WORK INSTRUCTIONS - Locate the string "Angono" in the records below. Copy every line where it occurs.

GIVEN RECORDS -
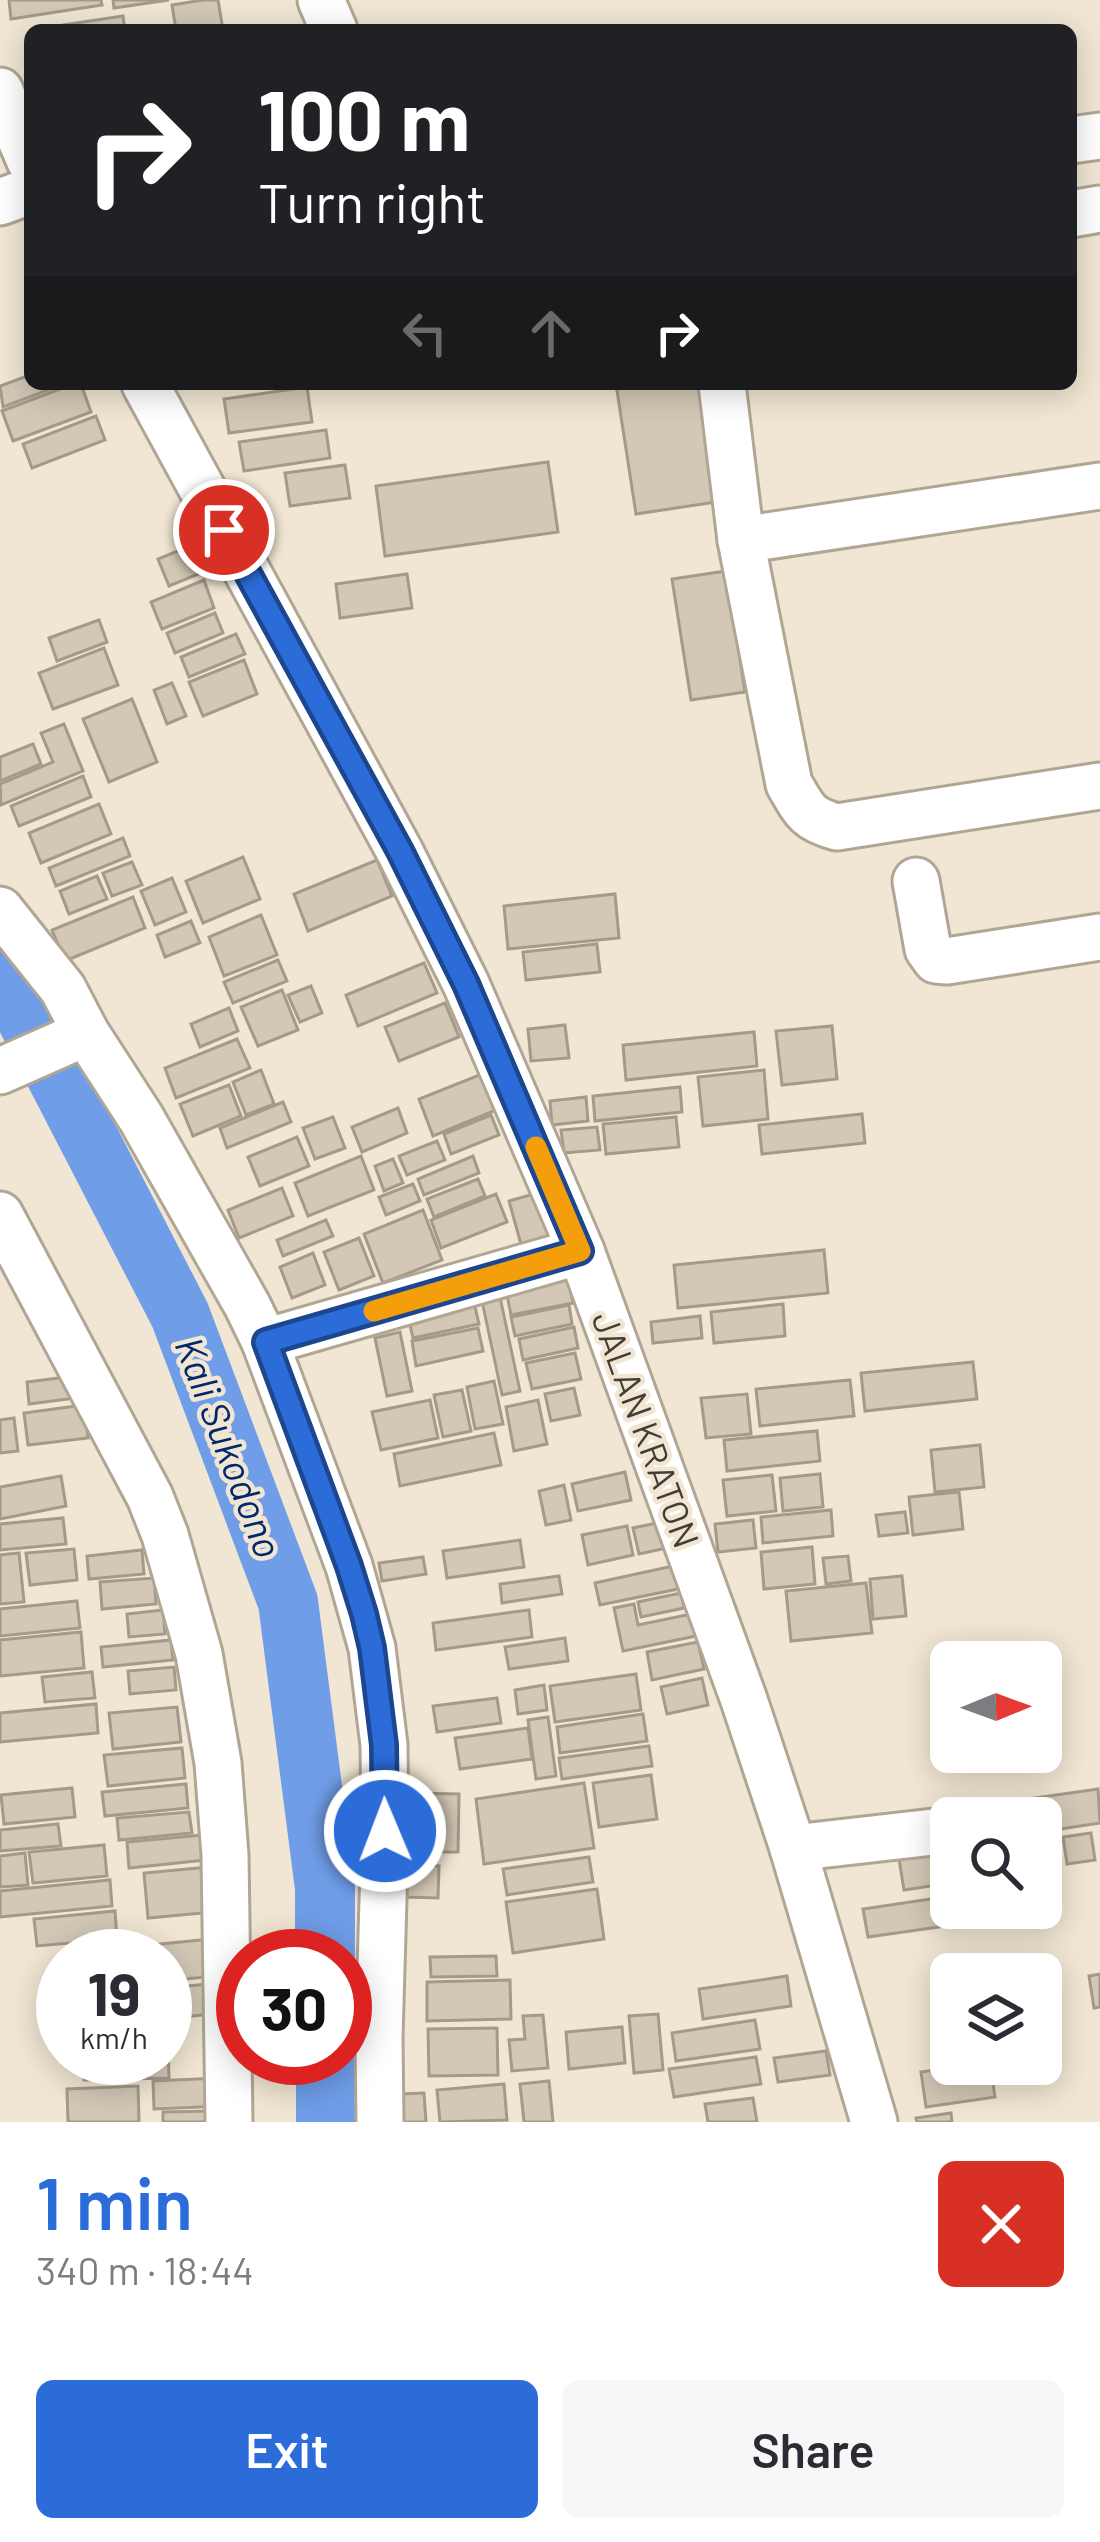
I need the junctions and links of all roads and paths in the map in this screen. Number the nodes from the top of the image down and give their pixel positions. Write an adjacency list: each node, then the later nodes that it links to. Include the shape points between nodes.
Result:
1 (0, 91): 2 (street)
2 (24, 147)
3 (148, 390): 14 (street, JALAN KRATON, via 400,851)
4 (723, 390): 6 (street)
5 (1100, 486): 6 (street)
6 (741, 540): 7 (street, via 789,784 815,821 837,826)
7 (1100, 786)
8 (916, 881): 10 (street, via 936,960)
9 (0, 910): 11 (street, via 63,989)
10 (1100, 937)
11 (72, 1040): 12 (street); 15 (street, via 141,1118)
12 (0, 1070)
13 (0, 1215): 18 (street, via 150,1497 199,1654 225,1855)
14 (580, 1251): 15 (street); 17 (street, JALAN KRATON)
15 (266, 1342): 19 (street, via 372,1648 384,1745)
16 (930, 1832): 17 (street)
17 (793, 1848): 20 (street, JALAN KRATON)
18 (229, 2122)
19 (380, 2122)
20 (874, 2122)

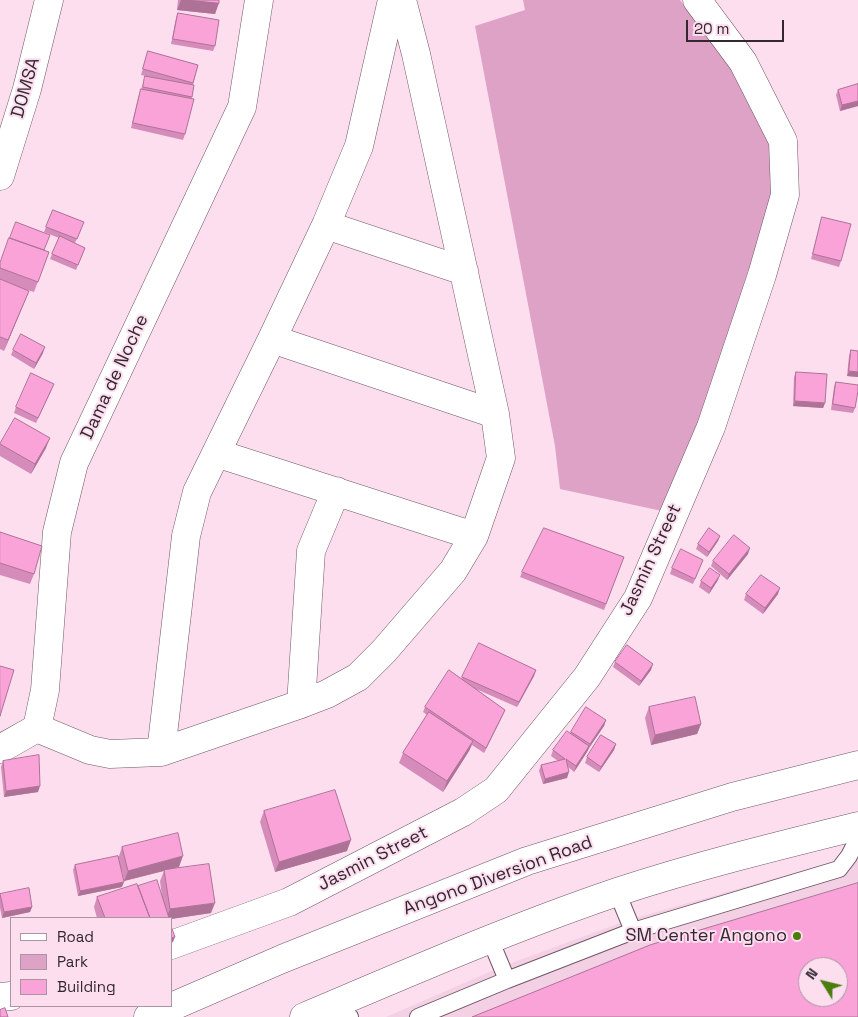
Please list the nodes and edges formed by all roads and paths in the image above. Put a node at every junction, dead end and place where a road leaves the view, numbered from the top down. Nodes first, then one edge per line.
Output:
1 (49, 0) edge
2 (259, 0) edge
3 (392, 0) edge
4 (402, 0) edge
5 (697, 0) edge
6 (0, 176) edge
7 (326, 225) junction
8 (464, 271) junction
9 (272, 339) junction
10 (495, 414) junction
11 (216, 453) junction
12 (336, 491) junction
13 (474, 536) junction
14 (301, 704) junction
15 (37, 728) junction
16 (0, 749) edge
17 (161, 752) junction
18 (858, 765) edge
19 (858, 826) edge
20 (858, 838) edge
21 (618, 892) junction
22 (632, 931) junction
23 (490, 939) junction
24 (172, 945) edge
25 (507, 980) junction
26 (171, 1007) edge
27 (172, 1007) edge
28 (340, 1011) edge
29 (148, 1017) edge
30 (304, 1017) edge
31 (418, 1017) edge

1 - 6 street, DOMSA
2 - 15 street, Dama de Noche
3 - 7 street
4 - 8 street
5 - 24 street, Jasmin Street
7 - 8 street
7 - 9 street
8 - 10 street
9 - 10 street
9 - 11 street
10 - 13 street
11 - 12 street
11 - 17 street
12 - 13 street
12 - 14 street
13 - 14 street
14 - 17 street
15 - 16 street
15 - 17 street
18 - 27 street, Angono Diversion Road
19 - 21 street
20 - 22 lane
21 - 22 lane
21 - 23 street
22 - 25 lane
23 - 25 lane
23 - 28 street
25 - 31 lane
26 - 29 street, Angono Diversion Road
28 - 30 street

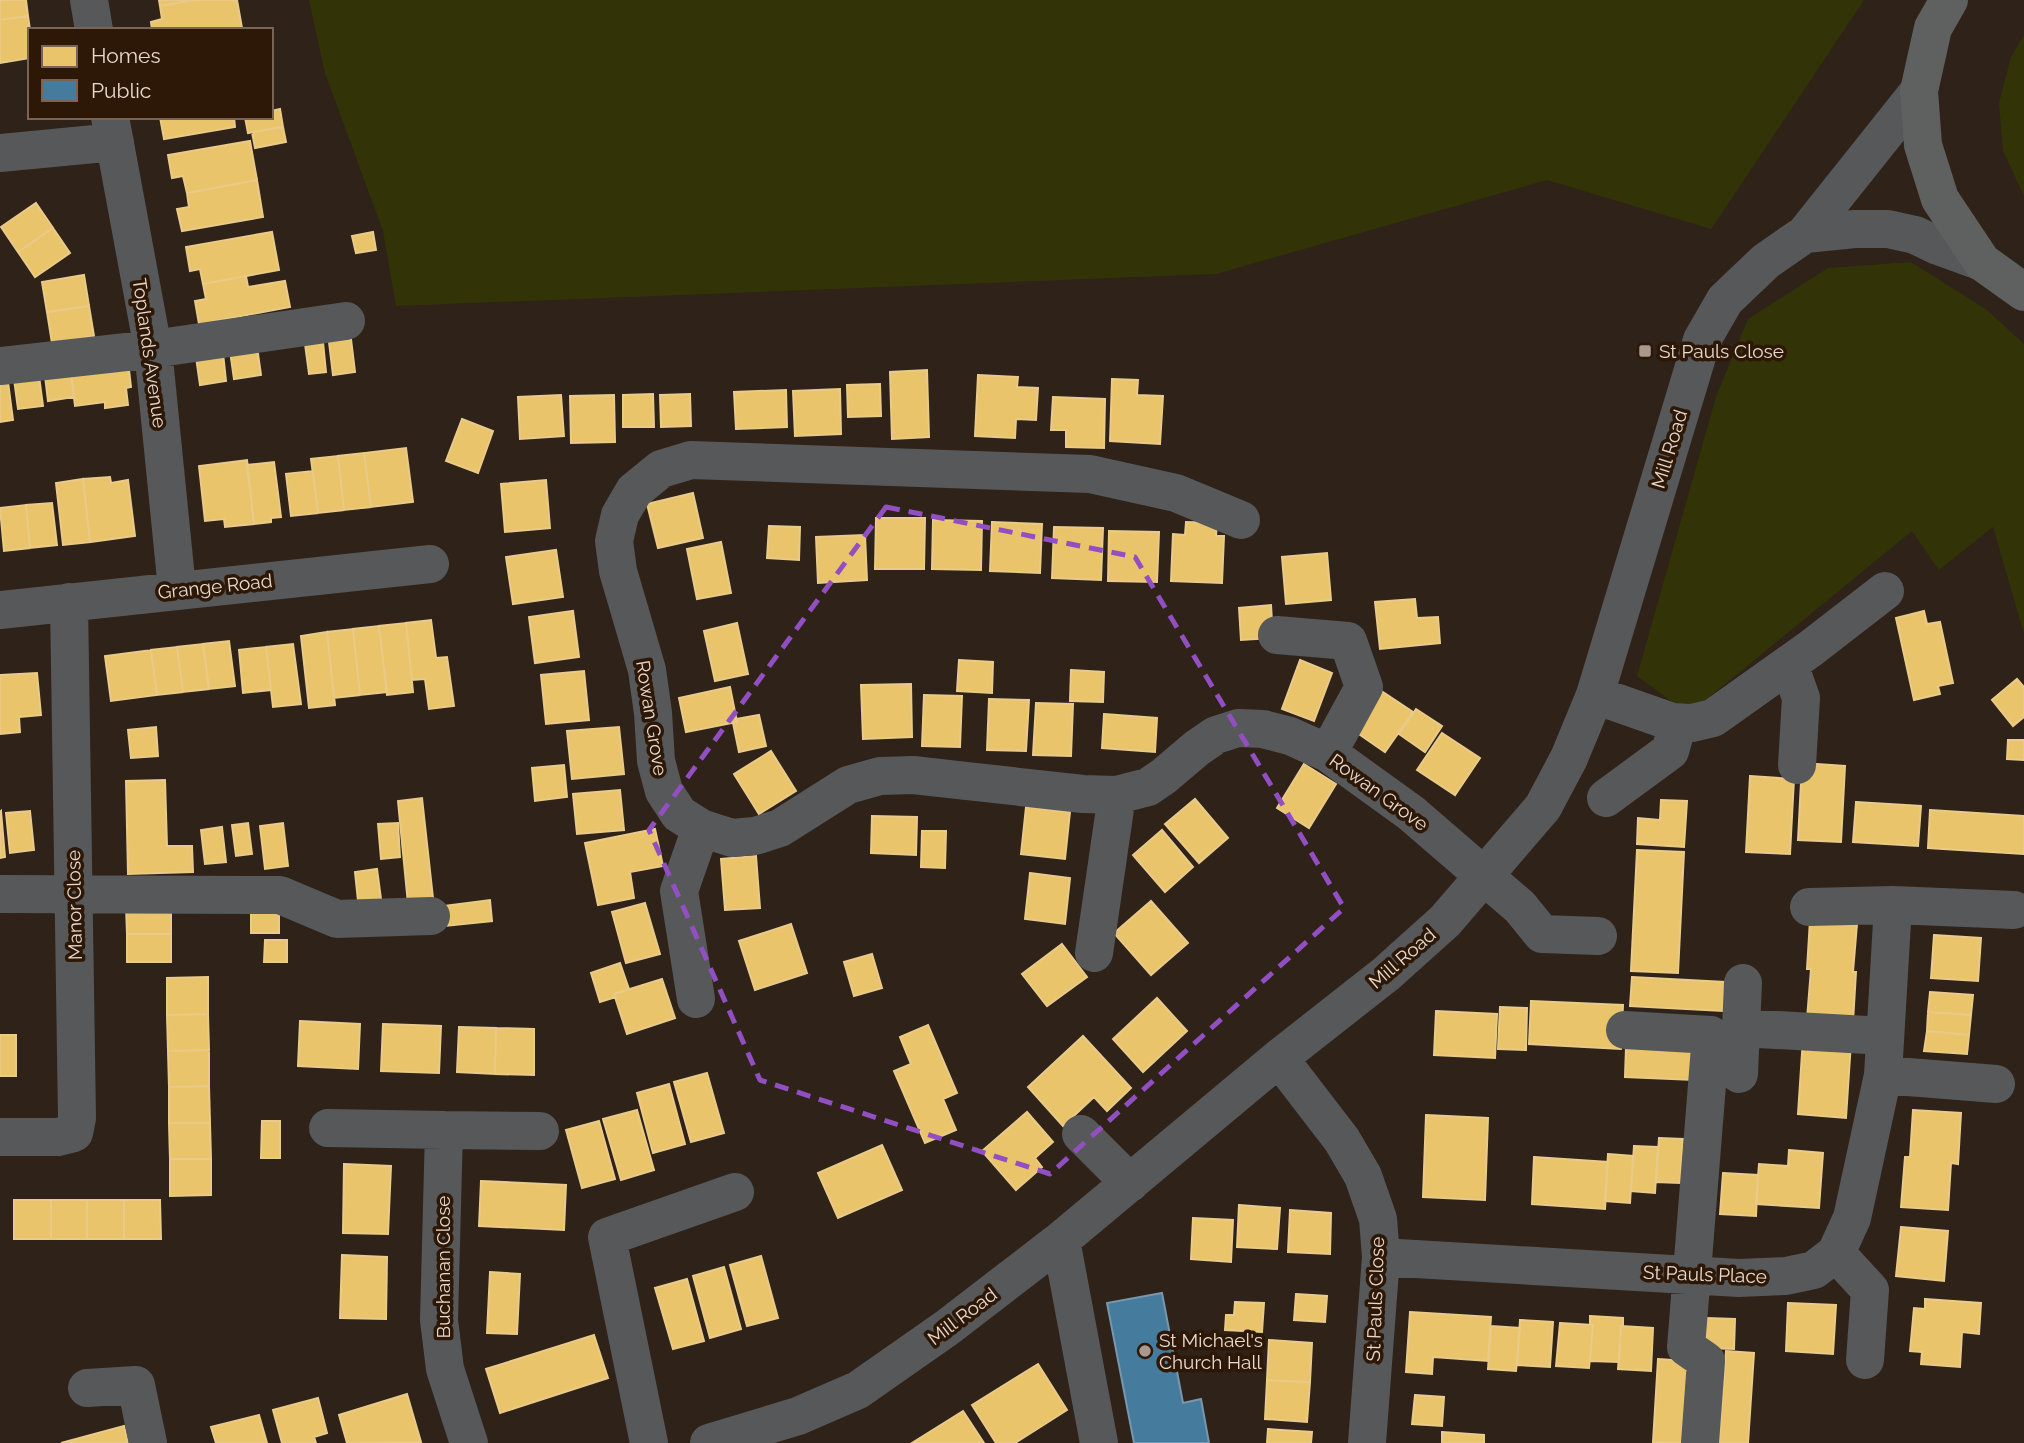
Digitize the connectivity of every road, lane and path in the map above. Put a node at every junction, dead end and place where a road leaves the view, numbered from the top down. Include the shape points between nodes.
1 (89, 0) edge
2 (1949, 0) edge
3 (94, 28) edge
4 (1919, 91) junction
5 (113, 130) edge
6 (0, 153) edge
7 (1805, 234) junction
8 (1982, 262) junction
9 (2024, 292) edge
10 (346, 321) dead end
11 (153, 349) junction
12 (0, 366) edge
13 (1241, 520) dead end
14 (429, 564) dead end
15 (177, 589) junction
16 (1885, 591) dead end
17 (69, 602) junction
18 (0, 610) edge
19 (1277, 635) dead end
20 (1789, 664) junction
21 (1595, 695) junction
22 (1678, 723) junction
23 (1328, 753) junction
24 (1797, 765) dead end
25 (1117, 795) junction
26 (1606, 798) dead end
27 (701, 828) junction
28 (1484, 876) junction
29 (0, 894) edge
30 (74, 895) junction
31 (1894, 905) junction
32 (1809, 907) dead end
33 (2014, 910) dead end
34 (431, 916) dead end
35 (1598, 936) dead end
36 (1094, 953) dead end
37 (1743, 983) dead end
38 (696, 999) dead end
39 (1741, 1028) junction
40 (1625, 1030) dead end
41 (1885, 1037) junction
42 (1279, 1058) junction
43 (1739, 1074) dead end
44 (1883, 1075) junction
45 (1996, 1084) dead end
46 (328, 1128) dead end
47 (444, 1130) junction
48 (540, 1131) dead end
49 (1081, 1134) dead end
50 (0, 1138) edge
51 (1130, 1183) junction
52 (734, 1192) dead end
53 (1061, 1240) junction
54 (1836, 1253) junction
55 (1381, 1257) junction
56 (1691, 1275) junction
57 (1865, 1360) dead end
58 (87, 1388) dead end
59 (803, 1429) edge
60 (148, 1443) edge
61 (469, 1443) edge
62 (649, 1443) edge
63 (709, 1443) edge
64 (1099, 1443) edge
65 (1367, 1443) edge
66 (1700, 1443) edge

1 - 3 street
2 - 4 main road via 1933,28
4 - 7 street, Mill Road
4 - 8 main road via 1923,145 1940,199
5 - 6 street
5 - 11 street, Toplands Avenue
7 - 8 street, Mill Road via 1888,229 1915,234
7 - 21 street, Mill Road via 1766,261 1725,300 1702,340
8 - 9 main road
10 - 11 street
11 - 12 street
11 - 15 street, Toplands Avenue
13 - 27 street, Rowan Grove via 1176,493 1090,474 691,460 661,469 634,491 620,515 614,541 618,571 647,670 656,761 664,792 679,814
14 - 15 street, Grange Road
15 - 17 street, Grange Road
16 - 20 street
17 - 18 street, Grange Road
17 - 30 street, Manor Close
19 - 23 street via 1348,641 1364,687
20 - 22 street via 1713,718
20 - 24 street via 1801,698
21 - 22 street
21 - 28 street, Mill Road via 1543,807
22 - 26 street via 1670,751
23 - 25 street, Rowan Grove via 1290,736 1238,728 1216,735 1148,787
23 - 28 street, Rowan Grove via 1411,813
25 - 27 street, Rowan Grove via 913,775 880,776 848,785 780,828 755,836 732,838
25 - 36 street
27 - 38 street via 679,891
28 - 35 street, Rowan Grove via 1542,933
28 - 42 street, Mill Road via 1445,921
29 - 30 street
30 - 34 street via 280,895 337,919
30 - 50 street, Manor Close via 74,1133
31 - 32 street
31 - 33 street
31 - 41 street
37 - 39 street
39 - 41 street
39 - 43 street
40 - 56 street via 1711,1035
41 - 44 street
42 - 51 street, Mill Road
42 - 55 street, St Pauls Close via 1342,1140 1363,1177 1378,1219
44 - 45 street
44 - 54 street via 1852,1218
46 - 47 street
47 - 48 street
47 - 61 street, Buchanan Close via 439,1320 445,1369
49 - 51 street
51 - 53 street, Mill Road
52 - 62 street via 607,1237
53 - 59 street, Mill Road via 948,1328
53 - 64 street
54 - 56 street, St Pauls Place via 1814,1270 1786,1276
54 - 57 street via 1870,1290
55 - 56 street, St Pauls Place
55 - 65 street, St Pauls Close
56 - 66 street via 1686,1347 1706,1361
58 - 60 street via 136,1385
59 - 63 street, Mill Road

SOLUTION TO THIS PROBLEM -
18 - 27 street, Angono Diversion Road
26 - 29 street, Angono Diversion Road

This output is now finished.